§ WORK TO BE COMPLETED
Transcribe the listing verbatim. Do not carry over any pictures.

╔══

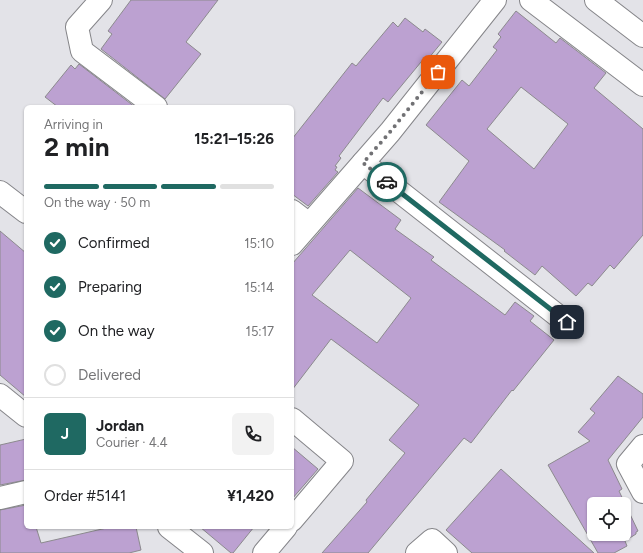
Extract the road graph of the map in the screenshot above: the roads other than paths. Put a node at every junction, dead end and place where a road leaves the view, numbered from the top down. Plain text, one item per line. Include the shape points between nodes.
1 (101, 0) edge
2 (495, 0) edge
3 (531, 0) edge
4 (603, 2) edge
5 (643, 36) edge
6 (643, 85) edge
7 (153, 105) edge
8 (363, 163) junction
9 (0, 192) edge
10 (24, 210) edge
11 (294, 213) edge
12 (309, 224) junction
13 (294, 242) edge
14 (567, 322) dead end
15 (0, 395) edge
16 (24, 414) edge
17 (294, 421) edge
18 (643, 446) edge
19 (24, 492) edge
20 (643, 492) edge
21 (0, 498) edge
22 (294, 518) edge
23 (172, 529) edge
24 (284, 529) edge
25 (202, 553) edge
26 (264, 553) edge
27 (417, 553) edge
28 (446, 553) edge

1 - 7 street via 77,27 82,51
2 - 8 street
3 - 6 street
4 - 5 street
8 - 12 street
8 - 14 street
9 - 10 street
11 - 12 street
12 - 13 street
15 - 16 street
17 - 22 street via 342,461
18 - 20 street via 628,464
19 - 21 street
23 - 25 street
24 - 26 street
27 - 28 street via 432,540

╚══

§ EXPECTED ANSWER
Extract the road graph of the map in the screenshot above: the roads other than paths. Put a node at every junction, dead end and place where a road leaves the view, numbered from the top down. Plain text, one item per line. Include the shape points between nodes.
1 (101, 0) edge
2 (495, 0) edge
3 (531, 0) edge
4 (603, 2) edge
5 (643, 36) edge
6 (643, 85) edge
7 (153, 105) edge
8 (363, 163) junction
9 (0, 192) edge
10 (24, 210) edge
11 (294, 213) edge
12 (309, 224) junction
13 (294, 242) edge
14 (567, 322) dead end
15 (0, 395) edge
16 (24, 414) edge
17 (294, 421) edge
18 (643, 446) edge
19 (24, 492) edge
20 (643, 492) edge
21 (0, 498) edge
22 (294, 518) edge
23 (172, 529) edge
24 (284, 529) edge
25 (202, 553) edge
26 (264, 553) edge
27 (417, 553) edge
28 (446, 553) edge

1 - 7 street via 77,27 82,51
2 - 8 street
3 - 6 street
4 - 5 street
8 - 12 street
8 - 14 street
9 - 10 street
11 - 12 street
12 - 13 street
15 - 16 street
17 - 22 street via 342,461
18 - 20 street via 628,464
19 - 21 street
23 - 25 street
24 - 26 street
27 - 28 street via 432,540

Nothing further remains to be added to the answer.